Write the records out again in full, word for word.

=======

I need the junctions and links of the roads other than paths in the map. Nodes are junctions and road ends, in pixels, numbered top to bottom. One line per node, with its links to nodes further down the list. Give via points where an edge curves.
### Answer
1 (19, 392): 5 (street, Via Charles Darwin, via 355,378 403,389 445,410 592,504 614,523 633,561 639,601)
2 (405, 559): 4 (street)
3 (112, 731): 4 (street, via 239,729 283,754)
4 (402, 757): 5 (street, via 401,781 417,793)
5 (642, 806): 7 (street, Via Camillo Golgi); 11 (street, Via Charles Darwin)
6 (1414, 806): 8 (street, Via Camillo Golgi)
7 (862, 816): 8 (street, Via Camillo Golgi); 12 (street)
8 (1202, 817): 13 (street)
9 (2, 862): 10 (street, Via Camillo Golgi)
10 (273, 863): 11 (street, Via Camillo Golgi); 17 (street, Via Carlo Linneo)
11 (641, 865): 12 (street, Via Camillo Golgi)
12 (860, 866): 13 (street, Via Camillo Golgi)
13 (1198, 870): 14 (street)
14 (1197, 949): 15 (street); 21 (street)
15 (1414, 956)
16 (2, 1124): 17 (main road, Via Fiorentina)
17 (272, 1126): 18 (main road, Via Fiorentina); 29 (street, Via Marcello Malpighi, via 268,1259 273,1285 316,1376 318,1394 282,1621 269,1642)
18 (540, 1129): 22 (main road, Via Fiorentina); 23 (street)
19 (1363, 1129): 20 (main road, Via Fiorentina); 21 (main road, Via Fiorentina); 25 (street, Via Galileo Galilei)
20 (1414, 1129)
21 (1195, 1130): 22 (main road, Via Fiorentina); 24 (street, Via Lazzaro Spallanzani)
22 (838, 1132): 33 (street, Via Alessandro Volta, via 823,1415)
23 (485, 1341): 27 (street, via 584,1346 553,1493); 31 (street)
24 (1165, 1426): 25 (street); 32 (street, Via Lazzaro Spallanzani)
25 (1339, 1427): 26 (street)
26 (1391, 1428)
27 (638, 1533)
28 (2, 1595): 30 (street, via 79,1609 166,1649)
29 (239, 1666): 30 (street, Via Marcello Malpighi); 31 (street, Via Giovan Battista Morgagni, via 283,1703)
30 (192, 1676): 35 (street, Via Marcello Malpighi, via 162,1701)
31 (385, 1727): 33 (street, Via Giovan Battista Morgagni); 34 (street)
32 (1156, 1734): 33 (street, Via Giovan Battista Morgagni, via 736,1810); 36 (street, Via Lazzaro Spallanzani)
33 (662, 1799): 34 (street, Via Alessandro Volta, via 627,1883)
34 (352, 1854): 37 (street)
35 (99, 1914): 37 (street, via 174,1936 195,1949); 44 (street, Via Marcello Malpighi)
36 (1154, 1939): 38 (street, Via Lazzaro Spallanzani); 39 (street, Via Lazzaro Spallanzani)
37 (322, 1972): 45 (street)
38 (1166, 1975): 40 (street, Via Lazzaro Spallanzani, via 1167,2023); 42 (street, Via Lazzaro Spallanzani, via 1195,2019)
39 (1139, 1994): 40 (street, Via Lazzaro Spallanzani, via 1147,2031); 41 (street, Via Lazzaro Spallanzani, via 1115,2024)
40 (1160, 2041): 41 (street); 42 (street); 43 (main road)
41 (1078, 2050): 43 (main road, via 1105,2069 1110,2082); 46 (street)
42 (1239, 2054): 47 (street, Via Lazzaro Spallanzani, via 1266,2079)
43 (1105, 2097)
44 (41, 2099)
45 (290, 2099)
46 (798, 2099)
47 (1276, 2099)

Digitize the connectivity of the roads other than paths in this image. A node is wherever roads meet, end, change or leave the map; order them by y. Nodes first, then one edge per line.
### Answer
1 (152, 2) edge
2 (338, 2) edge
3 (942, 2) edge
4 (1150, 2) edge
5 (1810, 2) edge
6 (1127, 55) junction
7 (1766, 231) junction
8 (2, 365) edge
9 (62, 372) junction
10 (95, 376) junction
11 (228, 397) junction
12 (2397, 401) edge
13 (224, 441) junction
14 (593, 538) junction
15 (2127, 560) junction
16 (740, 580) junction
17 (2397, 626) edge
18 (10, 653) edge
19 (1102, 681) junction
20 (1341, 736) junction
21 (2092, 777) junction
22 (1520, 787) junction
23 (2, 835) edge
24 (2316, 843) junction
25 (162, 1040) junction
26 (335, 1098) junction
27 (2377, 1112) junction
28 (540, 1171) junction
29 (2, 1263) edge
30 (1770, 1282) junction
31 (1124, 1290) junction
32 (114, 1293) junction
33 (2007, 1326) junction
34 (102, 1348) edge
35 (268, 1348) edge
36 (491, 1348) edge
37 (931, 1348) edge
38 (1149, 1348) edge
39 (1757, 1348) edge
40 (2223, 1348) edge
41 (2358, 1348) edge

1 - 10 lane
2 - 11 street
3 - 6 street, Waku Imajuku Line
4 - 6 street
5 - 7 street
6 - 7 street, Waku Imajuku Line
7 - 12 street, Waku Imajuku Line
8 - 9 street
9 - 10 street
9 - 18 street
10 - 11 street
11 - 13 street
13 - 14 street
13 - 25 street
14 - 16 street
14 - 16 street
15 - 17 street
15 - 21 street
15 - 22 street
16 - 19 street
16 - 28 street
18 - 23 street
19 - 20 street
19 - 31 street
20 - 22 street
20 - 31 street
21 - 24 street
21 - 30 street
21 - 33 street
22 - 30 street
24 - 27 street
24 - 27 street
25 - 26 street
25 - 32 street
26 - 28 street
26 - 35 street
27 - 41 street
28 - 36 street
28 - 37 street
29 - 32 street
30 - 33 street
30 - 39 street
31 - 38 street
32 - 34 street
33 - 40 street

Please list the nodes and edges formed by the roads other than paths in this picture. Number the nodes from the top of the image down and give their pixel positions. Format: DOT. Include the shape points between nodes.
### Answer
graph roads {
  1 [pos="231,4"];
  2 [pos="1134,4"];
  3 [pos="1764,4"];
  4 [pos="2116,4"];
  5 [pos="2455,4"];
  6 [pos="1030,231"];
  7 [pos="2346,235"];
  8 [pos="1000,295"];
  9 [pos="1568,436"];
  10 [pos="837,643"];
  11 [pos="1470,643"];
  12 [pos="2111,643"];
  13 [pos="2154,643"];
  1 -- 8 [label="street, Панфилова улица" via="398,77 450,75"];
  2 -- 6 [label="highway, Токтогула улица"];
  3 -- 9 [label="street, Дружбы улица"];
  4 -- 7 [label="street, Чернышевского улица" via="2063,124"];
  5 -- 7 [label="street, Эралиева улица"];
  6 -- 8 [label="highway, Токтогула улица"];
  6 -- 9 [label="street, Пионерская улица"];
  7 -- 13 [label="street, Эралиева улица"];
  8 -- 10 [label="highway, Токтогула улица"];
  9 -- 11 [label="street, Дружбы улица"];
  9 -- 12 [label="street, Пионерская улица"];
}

=======

● **Exercise output**:
I need the junctions and links of the roads other than paths in the map. Nodes are junctions and road ends, in pixels, numbered top to bottom. One line per node, with its links to nodes further down the list. Give via points where an edge curves.
### Answer
1 (19, 392): 5 (street, Via Charles Darwin, via 355,378 403,389 445,410 592,504 614,523 633,561 639,601)
2 (405, 559): 4 (street)
3 (112, 731): 4 (street, via 239,729 283,754)
4 (402, 757): 5 (street, via 401,781 417,793)
5 (642, 806): 7 (street, Via Camillo Golgi); 11 (street, Via Charles Darwin)
6 (1414, 806): 8 (street, Via Camillo Golgi)
7 (862, 816): 8 (street, Via Camillo Golgi); 12 (street)
8 (1202, 817): 13 (street)
9 (2, 862): 10 (street, Via Camillo Golgi)
10 (273, 863): 11 (street, Via Camillo Golgi); 17 (street, Via Carlo Linneo)
11 (641, 865): 12 (street, Via Camillo Golgi)
12 (860, 866): 13 (street, Via Camillo Golgi)
13 (1198, 870): 14 (street)
14 (1197, 949): 15 (street); 21 (street)
15 (1414, 956)
16 (2, 1124): 17 (main road, Via Fiorentina)
17 (272, 1126): 18 (main road, Via Fiorentina); 29 (street, Via Marcello Malpighi, via 268,1259 273,1285 316,1376 318,1394 282,1621 269,1642)
18 (540, 1129): 22 (main road, Via Fiorentina); 23 (street)
19 (1363, 1129): 20 (main road, Via Fiorentina); 21 (main road, Via Fiorentina); 25 (street, Via Galileo Galilei)
20 (1414, 1129)
21 (1195, 1130): 22 (main road, Via Fiorentina); 24 (street, Via Lazzaro Spallanzani)
22 (838, 1132): 33 (street, Via Alessandro Volta, via 823,1415)
23 (485, 1341): 27 (street, via 584,1346 553,1493); 31 (street)
24 (1165, 1426): 25 (street); 32 (street, Via Lazzaro Spallanzani)
25 (1339, 1427): 26 (street)
26 (1391, 1428)
27 (638, 1533)
28 (2, 1595): 30 (street, via 79,1609 166,1649)
29 (239, 1666): 30 (street, Via Marcello Malpighi); 31 (street, Via Giovan Battista Morgagni, via 283,1703)
30 (192, 1676): 35 (street, Via Marcello Malpighi, via 162,1701)
31 (385, 1727): 33 (street, Via Giovan Battista Morgagni); 34 (street)
32 (1156, 1734): 33 (street, Via Giovan Battista Morgagni, via 736,1810); 36 (street, Via Lazzaro Spallanzani)
33 (662, 1799): 34 (street, Via Alessandro Volta, via 627,1883)
34 (352, 1854): 37 (street)
35 (99, 1914): 37 (street, via 174,1936 195,1949); 44 (street, Via Marcello Malpighi)
36 (1154, 1939): 38 (street, Via Lazzaro Spallanzani); 39 (street, Via Lazzaro Spallanzani)
37 (322, 1972): 45 (street)
38 (1166, 1975): 40 (street, Via Lazzaro Spallanzani, via 1167,2023); 42 (street, Via Lazzaro Spallanzani, via 1195,2019)
39 (1139, 1994): 40 (street, Via Lazzaro Spallanzani, via 1147,2031); 41 (street, Via Lazzaro Spallanzani, via 1115,2024)
40 (1160, 2041): 41 (street); 42 (street); 43 (main road)
41 (1078, 2050): 43 (main road, via 1105,2069 1110,2082); 46 (street)
42 (1239, 2054): 47 (street, Via Lazzaro Spallanzani, via 1266,2079)
43 (1105, 2097)
44 (41, 2099)
45 (290, 2099)
46 (798, 2099)
47 (1276, 2099)

Digitize the connectivity of the roads other than paths in this image. A node is wherever roads meet, end, change or leave the map; order them by y. Nodes first, then one edge per line.
### Answer
1 (152, 2) edge
2 (338, 2) edge
3 (942, 2) edge
4 (1150, 2) edge
5 (1810, 2) edge
6 (1127, 55) junction
7 (1766, 231) junction
8 (2, 365) edge
9 (62, 372) junction
10 (95, 376) junction
11 (228, 397) junction
12 (2397, 401) edge
13 (224, 441) junction
14 (593, 538) junction
15 (2127, 560) junction
16 (740, 580) junction
17 (2397, 626) edge
18 (10, 653) edge
19 (1102, 681) junction
20 (1341, 736) junction
21 (2092, 777) junction
22 (1520, 787) junction
23 (2, 835) edge
24 (2316, 843) junction
25 (162, 1040) junction
26 (335, 1098) junction
27 (2377, 1112) junction
28 (540, 1171) junction
29 (2, 1263) edge
30 (1770, 1282) junction
31 (1124, 1290) junction
32 (114, 1293) junction
33 (2007, 1326) junction
34 (102, 1348) edge
35 (268, 1348) edge
36 (491, 1348) edge
37 (931, 1348) edge
38 (1149, 1348) edge
39 (1757, 1348) edge
40 (2223, 1348) edge
41 (2358, 1348) edge

1 - 10 lane
2 - 11 street
3 - 6 street, Waku Imajuku Line
4 - 6 street
5 - 7 street
6 - 7 street, Waku Imajuku Line
7 - 12 street, Waku Imajuku Line
8 - 9 street
9 - 10 street
9 - 18 street
10 - 11 street
11 - 13 street
13 - 14 street
13 - 25 street
14 - 16 street
14 - 16 street
15 - 17 street
15 - 21 street
15 - 22 street
16 - 19 street
16 - 28 street
18 - 23 street
19 - 20 street
19 - 31 street
20 - 22 street
20 - 31 street
21 - 24 street
21 - 30 street
21 - 33 street
22 - 30 street
24 - 27 street
24 - 27 street
25 - 26 street
25 - 32 street
26 - 28 street
26 - 35 street
27 - 41 street
28 - 36 street
28 - 37 street
29 - 32 street
30 - 33 street
30 - 39 street
31 - 38 street
32 - 34 street
33 - 40 street

Please list the nodes and edges formed by the roads other than paths in this picture. Number the nodes from the top of the image down and give their pixel positions. Format: DOT. Include the shape points between nodes.
### Answer
graph roads {
  1 [pos="231,4"];
  2 [pos="1134,4"];
  3 [pos="1764,4"];
  4 [pos="2116,4"];
  5 [pos="2455,4"];
  6 [pos="1030,231"];
  7 [pos="2346,235"];
  8 [pos="1000,295"];
  9 [pos="1568,436"];
  10 [pos="837,643"];
  11 [pos="1470,643"];
  12 [pos="2111,643"];
  13 [pos="2154,643"];
  1 -- 8 [label="street, Панфилова улица" via="398,77 450,75"];
  2 -- 6 [label="highway, Токтогула улица"];
  3 -- 9 [label="street, Дружбы улица"];
  4 -- 7 [label="street, Чернышевского улица" via="2063,124"];
  5 -- 7 [label="street, Эралиева улица"];
  6 -- 8 [label="highway, Токтогула улица"];
  6 -- 9 [label="street, Пионерская улица"];
  7 -- 13 [label="street, Эралиева улица"];
  8 -- 10 [label="highway, Токтогула улица"];
  9 -- 11 [label="street, Дружбы улица"];
  9 -- 12 [label="street, Пионерская улица"];
}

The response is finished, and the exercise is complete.